[Stored data entries]
※ ※ ※

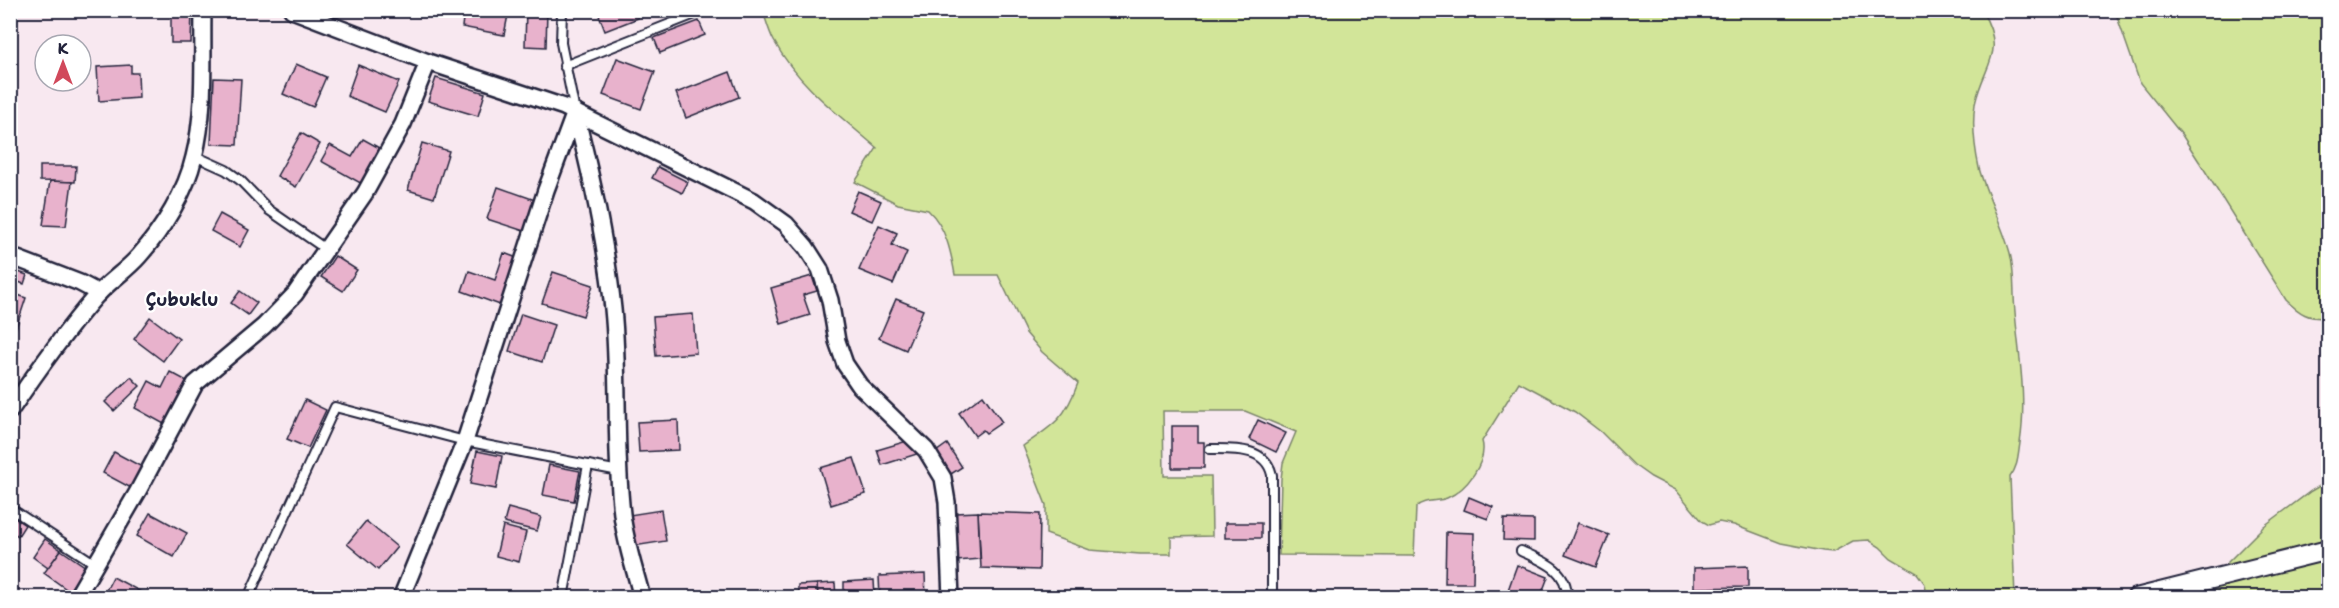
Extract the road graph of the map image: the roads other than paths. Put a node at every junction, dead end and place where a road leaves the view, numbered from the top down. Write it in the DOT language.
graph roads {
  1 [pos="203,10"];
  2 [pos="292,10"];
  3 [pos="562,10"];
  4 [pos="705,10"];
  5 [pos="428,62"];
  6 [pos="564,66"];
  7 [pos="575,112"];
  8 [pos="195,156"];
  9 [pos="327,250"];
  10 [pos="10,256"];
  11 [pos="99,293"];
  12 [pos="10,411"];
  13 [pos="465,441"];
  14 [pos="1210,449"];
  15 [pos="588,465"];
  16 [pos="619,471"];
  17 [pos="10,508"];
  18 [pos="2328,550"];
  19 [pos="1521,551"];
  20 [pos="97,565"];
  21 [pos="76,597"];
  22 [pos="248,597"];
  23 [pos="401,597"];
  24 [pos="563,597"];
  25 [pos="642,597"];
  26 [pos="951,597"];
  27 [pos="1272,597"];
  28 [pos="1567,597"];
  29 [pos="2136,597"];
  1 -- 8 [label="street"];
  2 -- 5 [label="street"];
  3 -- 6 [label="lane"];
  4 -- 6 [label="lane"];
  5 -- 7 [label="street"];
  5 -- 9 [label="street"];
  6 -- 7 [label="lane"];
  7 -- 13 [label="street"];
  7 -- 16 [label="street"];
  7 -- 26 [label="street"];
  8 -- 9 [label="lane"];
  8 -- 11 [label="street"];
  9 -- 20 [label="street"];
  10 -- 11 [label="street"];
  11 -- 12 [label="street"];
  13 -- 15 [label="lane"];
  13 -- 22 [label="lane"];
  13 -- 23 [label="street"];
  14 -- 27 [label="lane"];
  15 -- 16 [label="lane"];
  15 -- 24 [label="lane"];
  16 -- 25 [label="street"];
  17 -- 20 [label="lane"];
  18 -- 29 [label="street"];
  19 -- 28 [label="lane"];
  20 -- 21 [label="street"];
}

※ ※ ※

PROBLEM: An exact copy of all the data above is required; omit any pictures.

SOLUTION TO THIS PROBLEM:
Extract the road graph of the map image: the roads other than paths. Put a node at every junction, dead end and place where a road leaves the view, numbered from the top down. Write it in the DOT language.
graph roads {
  1 [pos="203,10"];
  2 [pos="292,10"];
  3 [pos="562,10"];
  4 [pos="705,10"];
  5 [pos="428,62"];
  6 [pos="564,66"];
  7 [pos="575,112"];
  8 [pos="195,156"];
  9 [pos="327,250"];
  10 [pos="10,256"];
  11 [pos="99,293"];
  12 [pos="10,411"];
  13 [pos="465,441"];
  14 [pos="1210,449"];
  15 [pos="588,465"];
  16 [pos="619,471"];
  17 [pos="10,508"];
  18 [pos="2328,550"];
  19 [pos="1521,551"];
  20 [pos="97,565"];
  21 [pos="76,597"];
  22 [pos="248,597"];
  23 [pos="401,597"];
  24 [pos="563,597"];
  25 [pos="642,597"];
  26 [pos="951,597"];
  27 [pos="1272,597"];
  28 [pos="1567,597"];
  29 [pos="2136,597"];
  1 -- 8 [label="street"];
  2 -- 5 [label="street"];
  3 -- 6 [label="lane"];
  4 -- 6 [label="lane"];
  5 -- 7 [label="street"];
  5 -- 9 [label="street"];
  6 -- 7 [label="lane"];
  7 -- 13 [label="street"];
  7 -- 16 [label="street"];
  7 -- 26 [label="street"];
  8 -- 9 [label="lane"];
  8 -- 11 [label="street"];
  9 -- 20 [label="street"];
  10 -- 11 [label="street"];
  11 -- 12 [label="street"];
  13 -- 15 [label="lane"];
  13 -- 22 [label="lane"];
  13 -- 23 [label="street"];
  14 -- 27 [label="lane"];
  15 -- 16 [label="lane"];
  15 -- 24 [label="lane"];
  16 -- 25 [label="street"];
  17 -- 20 [label="lane"];
  18 -- 29 [label="street"];
  19 -- 28 [label="lane"];
  20 -- 21 [label="street"];
}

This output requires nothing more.